V By Robert E. Pierre
iolent storms, including more than 70 tornadoes, blew across the nation early Monday, slicing through small towns, splintering buildings and trees, twirling semi-trucks and cars and killing at least 35 people in a swath that stretched from the Gulf of Mexico to the Great Lakes.
Starting late Saturday, the storms’ fury mounted and swept from Louisiana, through Mississippi, Alabama, Tennessee and Ohio into Pennsylvania. By early Monday morning, the winds had demolished more than half of the two dozen houses that made up Mossy Grove, Tenn., a hamlet 40 miles west of Knoxville. Officials estimated more than a third of the structures were destroyed in Carbon Hill, Ala., a town of 2,071 people northwest of Birmingham.
The deaths were most numerous in Tennessee where 16 people died, including seven in Mossy Grove. Another 12 were killed in Alabama, including seven in Carbon Hill. Five died in Ohio and one each in Mississippi and Pennsylvania. More than 200 people were injured.
It was the deadliest swarm of tornadoes the nation has suffered since 1999 when at least 70 twisters killed more than 45 people over two days in Kansas and Oklahoma.
Some places had only a few minutes notice before the tornadoes swirled into town.

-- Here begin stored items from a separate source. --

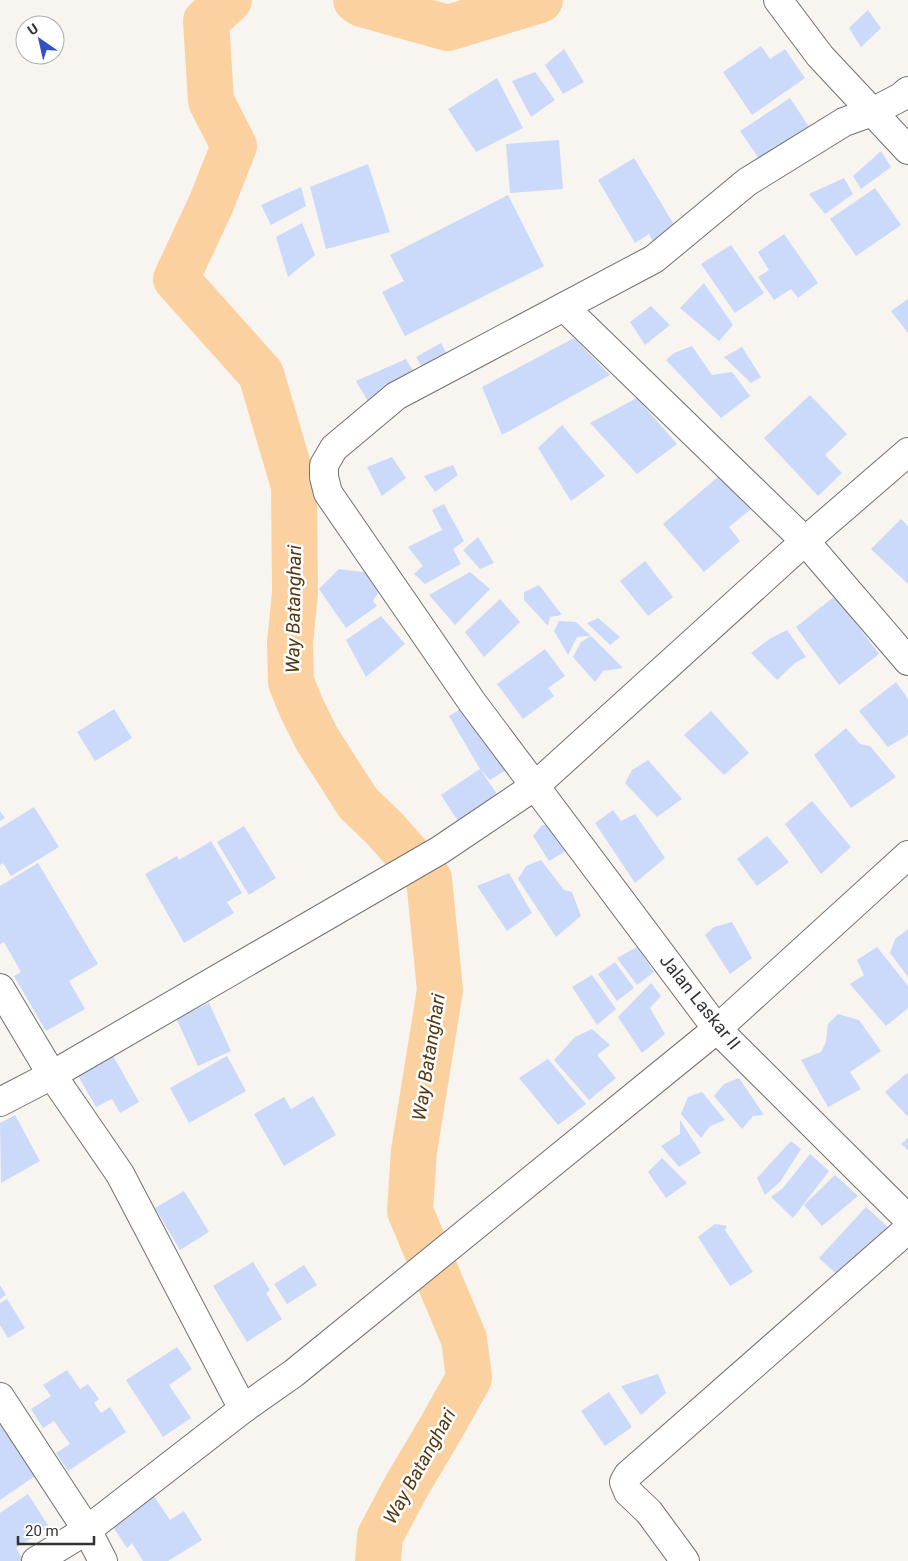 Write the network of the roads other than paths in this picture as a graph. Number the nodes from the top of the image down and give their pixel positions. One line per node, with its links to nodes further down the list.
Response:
1 (778, 0): 3 (street)
2 (908, 91): 3 (street, Jalan Laskar II)
3 (872, 112): 4 (street); 5 (street, Jalan Laskar II)
4 (908, 150)
5 (564, 307): 7 (street); 9 (street, Jalan Laskar II)
6 (908, 452): 7 (street)
7 (804, 541): 8 (street); 9 (street)
8 (908, 662)
9 (535, 786): 12 (street, Jalan Laskar II); 13 (street)
10 (908, 855): 12 (street)
11 (0, 988): 13 (street)
12 (717, 1029): 15 (street, Jalan Laskar II); 18 (street)
13 (52, 1075): 14 (street); 18 (street)
14 (0, 1102)
15 (908, 1219)
16 (908, 1229): 22 (street)
17 (0, 1397): 19 (street)
18 (244, 1409): 19 (street)
19 (87, 1530): 20 (street); 21 (street)
20 (36, 1561)
21 (104, 1561)
22 (685, 1561)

In Van Wert, Ohio that was just enough time to save dozens of people at the local movie theater. A manager heard a weather report on the radio as showings of “The Santa Clause 2” and “My Big Fat Greek Wedding” were ending and herded customers into hallways and restrooms–three cars blew into the theater and the roof collapsed on the blue-cushioned seats.
“It wiped out three factories,” said Larry Blakeley, 53, who lives about two miles from the where the tornado touched down in Van Wert. “We had high winds and lightning. There are police cars and national guard and you can’t get close to where it happened.”

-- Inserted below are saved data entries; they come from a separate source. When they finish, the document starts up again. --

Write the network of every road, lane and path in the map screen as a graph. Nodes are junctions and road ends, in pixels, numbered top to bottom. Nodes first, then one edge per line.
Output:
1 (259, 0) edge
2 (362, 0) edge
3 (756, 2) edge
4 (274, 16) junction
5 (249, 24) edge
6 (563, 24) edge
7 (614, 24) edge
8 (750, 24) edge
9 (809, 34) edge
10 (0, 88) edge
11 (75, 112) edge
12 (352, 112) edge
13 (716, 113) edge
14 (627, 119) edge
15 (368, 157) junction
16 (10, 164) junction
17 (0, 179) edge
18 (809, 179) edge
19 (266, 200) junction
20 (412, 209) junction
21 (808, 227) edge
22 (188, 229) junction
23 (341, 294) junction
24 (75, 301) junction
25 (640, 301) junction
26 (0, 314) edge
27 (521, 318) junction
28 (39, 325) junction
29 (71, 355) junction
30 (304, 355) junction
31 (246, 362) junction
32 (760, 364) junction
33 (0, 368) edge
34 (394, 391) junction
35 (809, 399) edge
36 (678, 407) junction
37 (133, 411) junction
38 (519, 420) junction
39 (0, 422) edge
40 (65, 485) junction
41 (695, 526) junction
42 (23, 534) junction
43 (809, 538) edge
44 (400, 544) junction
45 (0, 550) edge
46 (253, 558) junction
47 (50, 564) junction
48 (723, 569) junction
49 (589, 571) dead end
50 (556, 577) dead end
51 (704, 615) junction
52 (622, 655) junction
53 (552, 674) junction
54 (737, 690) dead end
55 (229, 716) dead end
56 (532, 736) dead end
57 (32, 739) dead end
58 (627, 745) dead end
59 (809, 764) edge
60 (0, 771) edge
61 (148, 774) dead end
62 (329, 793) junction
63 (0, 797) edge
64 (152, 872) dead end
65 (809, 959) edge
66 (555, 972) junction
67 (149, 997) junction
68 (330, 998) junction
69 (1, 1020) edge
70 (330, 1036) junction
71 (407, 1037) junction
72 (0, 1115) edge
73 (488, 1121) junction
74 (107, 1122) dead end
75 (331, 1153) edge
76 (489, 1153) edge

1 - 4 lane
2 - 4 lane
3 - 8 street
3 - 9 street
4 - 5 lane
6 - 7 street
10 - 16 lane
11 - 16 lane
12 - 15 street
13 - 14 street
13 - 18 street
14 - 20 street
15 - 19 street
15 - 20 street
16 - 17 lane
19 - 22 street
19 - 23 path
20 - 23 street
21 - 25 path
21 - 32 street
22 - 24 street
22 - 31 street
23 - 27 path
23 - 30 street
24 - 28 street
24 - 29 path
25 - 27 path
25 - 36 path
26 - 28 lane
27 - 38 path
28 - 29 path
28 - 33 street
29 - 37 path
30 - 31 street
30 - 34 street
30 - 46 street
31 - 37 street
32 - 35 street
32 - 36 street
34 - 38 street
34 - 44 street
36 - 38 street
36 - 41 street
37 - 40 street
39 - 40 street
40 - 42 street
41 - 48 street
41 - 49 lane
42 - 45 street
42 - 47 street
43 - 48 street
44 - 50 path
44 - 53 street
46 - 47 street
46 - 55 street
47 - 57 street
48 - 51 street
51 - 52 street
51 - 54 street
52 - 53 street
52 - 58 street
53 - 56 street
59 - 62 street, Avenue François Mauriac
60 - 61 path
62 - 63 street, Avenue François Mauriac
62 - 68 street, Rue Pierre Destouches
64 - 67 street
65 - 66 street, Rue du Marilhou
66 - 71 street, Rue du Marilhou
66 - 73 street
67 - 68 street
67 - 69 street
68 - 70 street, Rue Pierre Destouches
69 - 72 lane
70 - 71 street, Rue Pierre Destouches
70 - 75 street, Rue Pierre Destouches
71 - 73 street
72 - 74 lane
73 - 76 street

The hardest hit section in Tennessee included a five-mile stretch of Morgan County, which includes Mossy Grove. Rescuers spent Monday combing through the wreckage.
As the day ended, dozens of people were still missing. Local radio stations read the names of the missing over the airways and ask them to contact authorities if they heard their names. In some areas, phone calls on the lines that were working were so jammed that calls were not going through. Authorities were confident that most people had fled their homes to safety and would be accounted for soon. Still, the search was complicated by the devastation
“Emergency crews are out searching for people,” said Amy Smith, a police dispatcher in nearby Oliver Springs. But she added, “The phone lines are down. They’re without electric. It’s going to be that way for a while.”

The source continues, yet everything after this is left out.